Munich's municipality phasing out Linux project in favor of Microsoft software - belltaco
https://translate.google.com/translate?sl=auto&tl=en&js=y&prev=_t&hl=en&ie=UTF-8&u=https%3A%2F%2Ftweakers.net%2Fnieuws%2F121145%2Fmunchen-gaat-gemeentelijk-linux-project-afbouwen.html%3Futm_source%3Ddlvr.it%26utm_medium%3Dtwitter&edit-text=
======
frik
Hasn't Microsoft flew in Ballmer back then to convince Munich, and they now
placed a pro-Microsoft minded mayor, relocated Microsoft Germany office to
Munich and lobbied to replace Linux. Not surprising.
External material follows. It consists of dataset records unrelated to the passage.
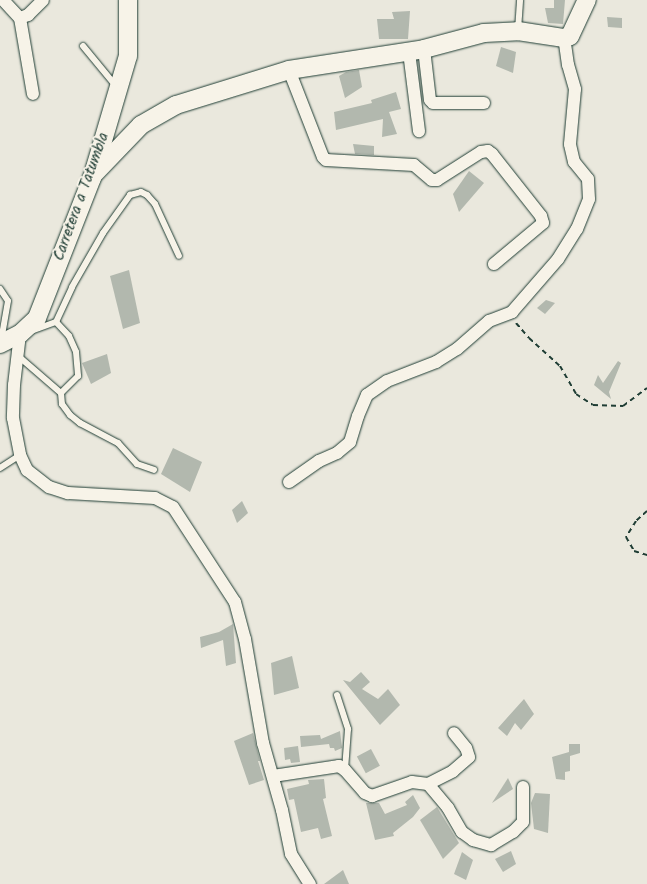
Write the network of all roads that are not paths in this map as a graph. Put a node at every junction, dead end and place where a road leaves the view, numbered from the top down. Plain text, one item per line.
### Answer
1 (3, 0) edge
2 (43, 0) edge
3 (128, 0) edge
4 (520, 0) edge
5 (587, 0) edge
6 (20, 18) junction
7 (518, 31) junction
8 (564, 38) junction
9 (84, 46) dead end
10 (417, 50) junction
11 (289, 70) junction
12 (119, 89) junction
13 (33, 94) dead end
14 (484, 103) dead end
15 (418, 131) dead end
16 (94, 174) junction
17 (179, 256) dead end
18 (494, 264) dead end
19 (0, 289) edge
20 (56, 322) junction
21 (20, 334) junction
22 (0, 344) edge
23 (18, 355) junction
24 (61, 393) junction
25 (20, 456) junction
26 (0, 468) edge
27 (154, 470) dead end
28 (289, 482) dead end
29 (337, 695) dead end
30 (454, 734) dead end
31 (345, 770) junction
32 (272, 776) junction
33 (428, 784) junction
34 (523, 787) dead end
35 (310, 884) edge

1 - 6 street
2 - 6 street
3 - 12 street, Carretera a Tatumbla
4 - 7 lane
5 - 8 street
6 - 13 street
7 - 8 street
7 - 10 street
8 - 28 street
9 - 12 lane
10 - 11 street
10 - 14 street
10 - 15 street
11 - 16 street
11 - 18 street
12 - 16 street, Carretera a Tatumbla
16 - 21 street, Carretera a Tatumbla
17 - 20 lane
19 - 22 lane
20 - 21 lane
20 - 24 lane
21 - 22 street, Carretera a Tatumbla
21 - 23 street
23 - 24 lane
23 - 25 street
24 - 27 lane
25 - 26 lane
25 - 32 street
29 - 31 lane
30 - 33 street
31 - 32 street
31 - 33 street
32 - 35 street
33 - 34 street

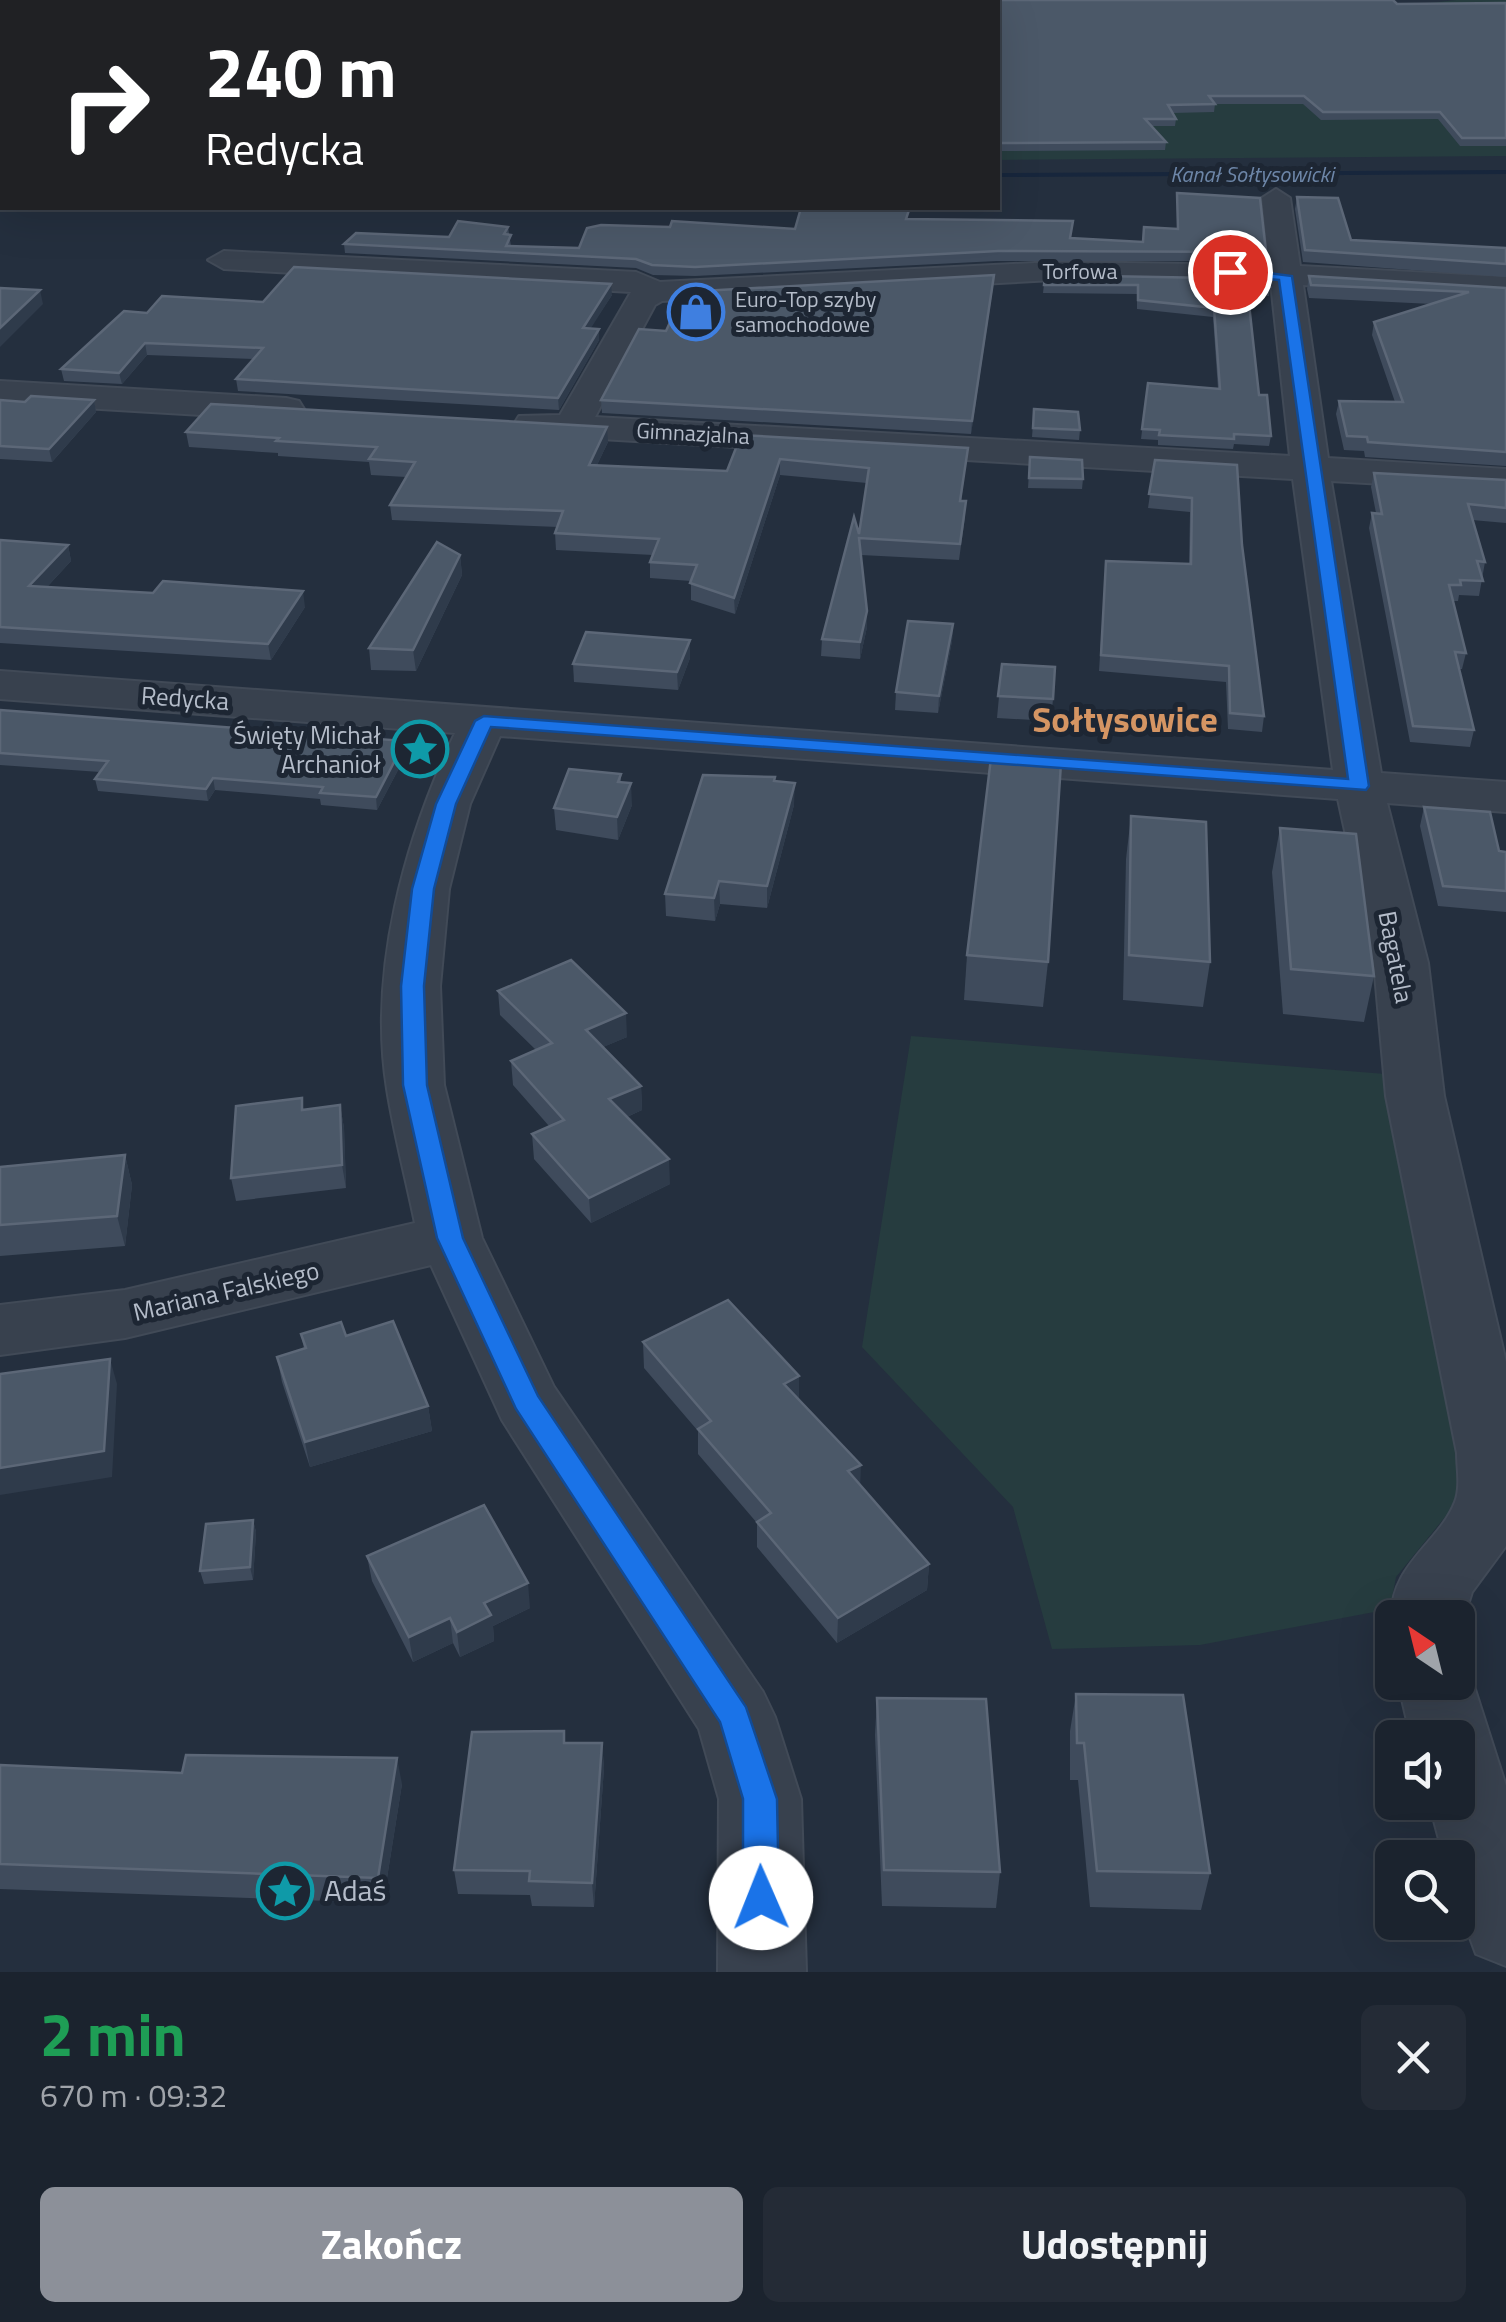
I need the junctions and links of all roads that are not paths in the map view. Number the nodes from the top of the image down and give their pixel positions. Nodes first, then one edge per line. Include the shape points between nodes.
1 (1276, 198) dead end
2 (224, 260) dead end
3 (1285, 276) junction
4 (1506, 287) edge
5 (654, 292) junction
6 (0, 392) edge
7 (326, 412) edge
8 (500, 422) edge
9 (572, 426) junction
10 (1310, 468) junction
11 (1506, 480) edge
12 (0, 684) edge
13 (484, 721) junction
14 (1359, 786) junction
15 (1506, 797) edge
16 (450, 1238) junction
17 (0, 1330) edge
18 (1430, 1600) edge
19 (1475, 1820) edge
20 (1506, 1926) edge
21 (762, 1972) edge

1 - 3 street, Bagatela
2 - 5 street, Torfowa via 636,282
3 - 4 street, Torfowa
3 - 5 street, Torfowa via 1053,271
3 - 10 street, Bagatela
5 - 9 street via 642,298
6 - 7 street
8 - 9 street, Gimnazjalna
9 - 10 street, Gimnazjalna
10 - 11 street, Gimnazjalna
10 - 14 street, Bagatela
12 - 13 street, Redycka
13 - 14 street, Redycka
13 - 16 street via 446,804 423,889 412,986 415,1085
14 - 15 street, Redycka
14 - 18 street, Bagatela via 1401,963 1415,1096 1492,1453 1492,1503
16 - 17 street, Mariana Falskiego via 125,1314
16 - 21 street via 526,1401 735,1717 760,1799
19 - 20 street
Lots of comments
[https://www.heise.de/forum/heise-online/News-
Kommentare/Von-...](https://www.heise.de/forum/heise-online/News-
Kommentare/Von-Linux-zurueck-zu-Microsoft-Schwarz-Rot-in-Muenchen-will-LiMux-
rauswerfen/forum-374068/comment/)

------
LordWinstanley
Oh dear. This is bad news. Munich has been a bit of a 'poster boy' for the OSS
crowd.

------
em3rgent0rdr
It seems the biggest complaint was compatibility with other proprietary
software.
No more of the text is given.